Ingredients
1/4 cup Asian fish sauce
1/4 cup palm sugar
1/4 cup freshly squeezed lime juice
1 tablespoon black-rice vinegar
2-inch piece ginger, peeled and cut into 1/8-inch dice (3 tablespoons)
2 medium shallots, cut into 1/4-inch dice (1/4 cup)
Dry-Roasted Grated Coconut
1/2 cup Dry-Roasted Peanuts Dry-Roasted Peanuts
1/2 cup small dried shrimp
1 lime, cut into tiny wedges or cubes (with the peel)
1 cup fresh cilantro leaves
3 tablespoons minced Thai bird or serrano chiles
2 heads Bibb lettuce leaves, well washed and dried
Preparation
Make the sauce: In a medium bowl, combine fish sauce, sugar, lime juice, and vinegar. Stir to combine; set aside.

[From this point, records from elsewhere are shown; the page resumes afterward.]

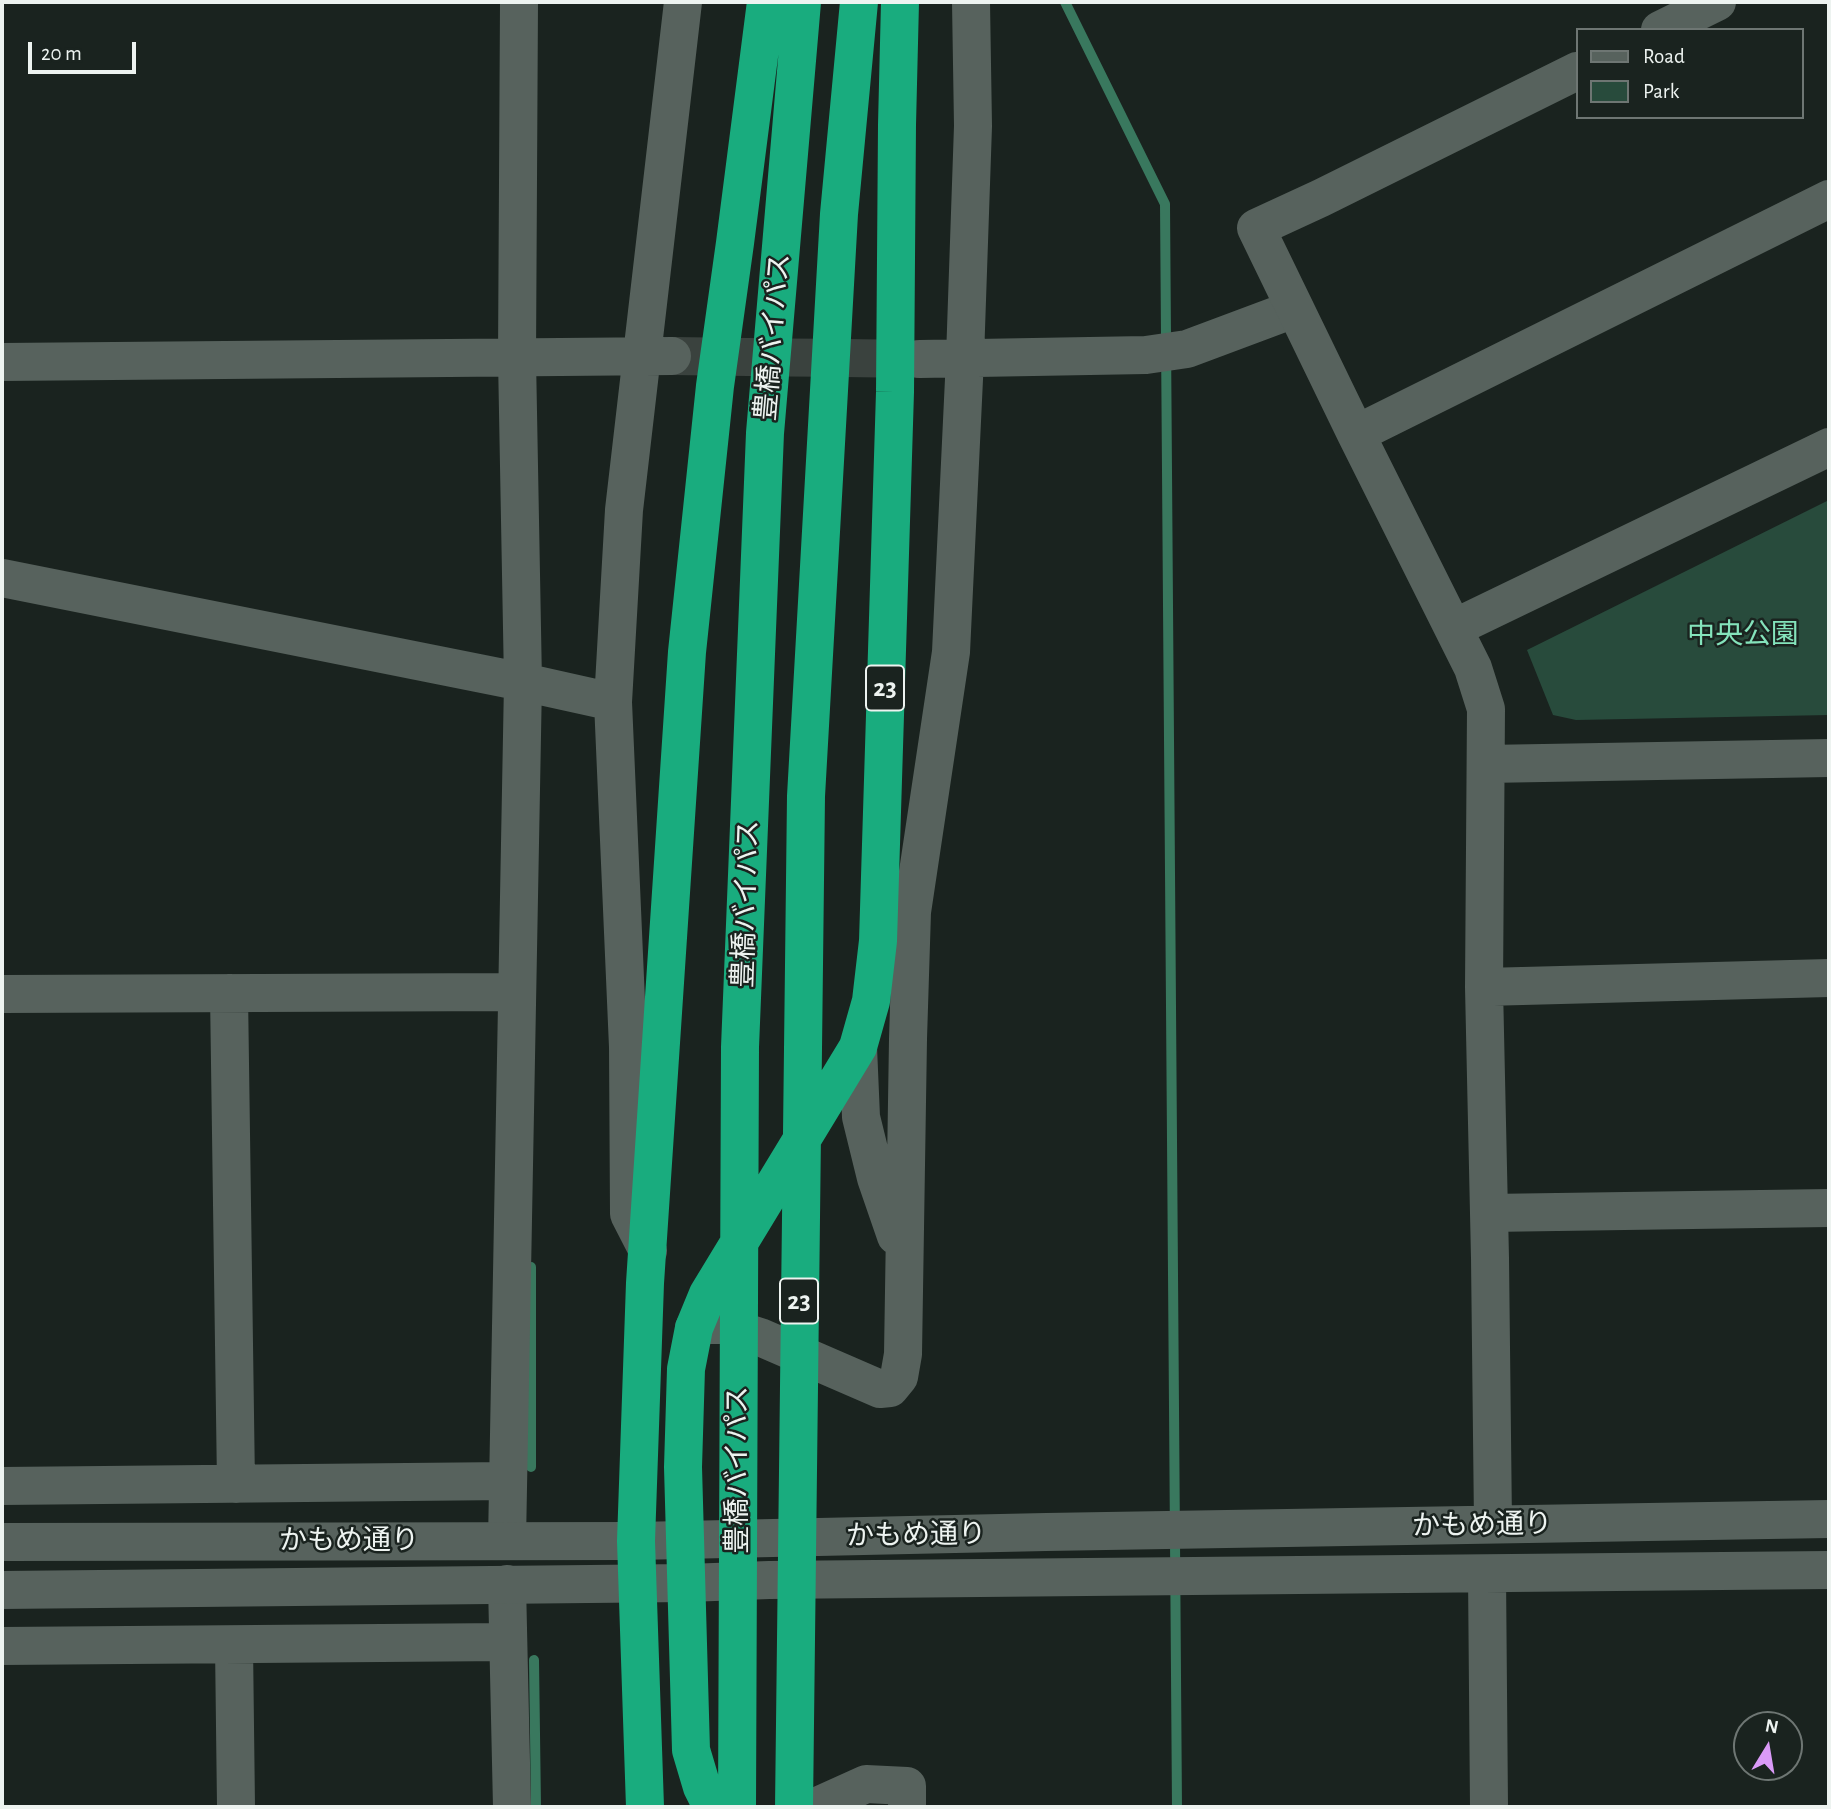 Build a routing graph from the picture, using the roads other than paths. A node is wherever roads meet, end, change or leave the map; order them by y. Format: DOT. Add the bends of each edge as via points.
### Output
graph roads {
  1 [pos="519,2"];
  2 [pos="683,2"];
  3 [pos="766,2"];
  4 [pos="802,2"];
  5 [pos="859,2"];
  6 [pos="900,2"];
  7 [pos="971,2"];
  8 [pos="1717,2"];
  9 [pos="1664,28"];
  10 [pos="1576,71"];
  11 [pos="1829,199"];
  12 [pos="1294,309"];
  13 [pos="656,356"];
  14 [pos="529,357"];
  15 [pos="965,358"];
  16 [pos="920,359"];
  17 [pos="2,362"];
  18 [pos="1356,434"];
  19 [pos="1829,447"];
  20 [pos="2,578"];
  21 [pos="1454,628"];
  22 [pos="523,682"];
  23 [pos="613,702"];
  24 [pos="1829,758"];
  25 [pos="1486,764"];
  26 [pos="1829,978"];
  27 [pos="1484,987"];
  28 [pos="516,992"];
  29 [pos="229,993"];
  30 [pos="2,994"];
  31 [pos="858,1047"];
  32 [pos="1829,1208"];
  33 [pos="1489,1213"];
  34 [pos="648,1251"];
  35 [pos="905,1264"];
  36 [pos="694,1328"];
  37 [pos="508,1481"];
  38 [pos="236,1484"];
  39 [pos="2,1486"];
  40 [pos="1829,1519"];
  41 [pos="1493,1524"];
  42 [pos="685,1539"];
  43 [pos="507,1541"];
  44 [pos="636,1541"];
  45 [pos="2,1542"];
  46 [pos="1829,1570"];
  47 [pos="1487,1574"];
  48 [pos="687,1583"];
  49 [pos="507,1584"];
  50 [pos="637,1584"];
  51 [pos="2,1590"];
  52 [pos="508,1642"];
  53 [pos="234,1645"];
  54 [pos="2,1646"];
  55 [pos="236,1807"];
  56 [pos="512,1807"];
  57 [pos="645,1807"];
  58 [pos="712,1807"];
  59 [pos="737,1807"];
  60 [pos="794,1807"];
  61 [pos="815,1807"];
  62 [pos="907,1807"];
  63 [pos="1489,1807"];
  1 -- 14 [label="street"];
  2 -- 13 [label="street"];
  3 -- 34 [label="highway" via="715,386 687,652"];
  4 -- 59 [label="highway, 豊橋バイパス / 23" via="765,433 740,1047"];
  5 -- 60 [label="highway, 豊橋バイパス / 23" via="839,214 806,796"];
  6 -- 31 [label="highway, 23" via="895,392 878,941 871,1001"];
  7 -- 15 [label="street" via="973,126"];
  8 -- 9 [label="street"];
  10 -- 12 [label="street" via="1256,228"];
  11 -- 18 [label="street"];
  12 -- 15 [label="street" via="1187,349 1146,355"];
  12 -- 18 [label="street"];
  13 -- 14 [label="street"];
  13 -- 23 [label="street" via="624,510"];
  14 -- 17 [label="street"];
  14 -- 22 [label="street"];
  15 -- 16 [label="street"];
  15 -- 35 [label="street" via="951,652 912,912"];
  18 -- 21 [label="street"];
  19 -- 21 [label="street"];
  20 -- 22 [label="street"];
  21 -- 25 [label="street" via="1474,668 1486,709"];
  22 -- 23 [label="street"];
  22 -- 28 [label="street"];
  23 -- 34 [label="street" via="628,1047 629,1214"];
  24 -- 25 [label="street"];
  25 -- 27 [label="street"];
  26 -- 27 [label="street"];
  27 -- 33 [label="street"];
  28 -- 29 [label="street"];
  28 -- 37 [label="street"];
  29 -- 30 [label="street"];
  29 -- 38 [label="street"];
  31 -- 35 [label="street" via="862,1117 876,1178"];
  31 -- 36 [label="highway, 23" via="708,1294"];
  32 -- 33 [label="street"];
  33 -- 41 [label="street"];
  34 -- 44 [label="highway"];
  35 -- 36 [label="street" via="903,1354 899,1377 890,1388 880,1389 723,1325"];
  36 -- 42 [label="highway, 23" via="686,1369"];
  37 -- 38 [label="street"];
  37 -- 43 [label="street"];
  38 -- 39 [label="street"];
  40 -- 41 [label="street, かもめ通り"];
  41 -- 42 [label="street, かもめ通り"];
  42 -- 44 [label="street, かもめ通り"];
  42 -- 48 [label="highway, 23"];
  43 -- 44 [label="street, かもめ通り"];
  43 -- 45 [label="street, かもめ通り"];
  44 -- 50 [label="highway"];
  46 -- 47 [label="street, かもめ通り"];
  47 -- 48 [label="street, かもめ通り"];
  47 -- 63 [label="street"];
  48 -- 50 [label="street, かもめ通り"];
  48 -- 58 [label="highway, 23" via="691,1751"];
  49 -- 50 [label="street, かもめ通り"];
  49 -- 51 [label="street, かもめ通り"];
  49 -- 52 [label="street"];
  50 -- 57 [label="highway"];
  52 -- 53 [label="street"];
  52 -- 56 [label="street"];
  53 -- 54 [label="street"];
  53 -- 55 [label="street"];
  61 -- 62 [label="street" via="866,1784 907,1786"];
}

Arrange the filling ingredients in attractive piles on a large platter. Place a platter or large bowl of the leaf lettuce nearby. Put out several bowls of the sauce. Allow guests to create their own bundles: Place a little coconut on a leaf, top with a pinch each of ginger, shallot, roasted peanuts, dried shrimp, lime, cilantro, and chile. Drizzle with sauce, roll into a bundle and eat immediately.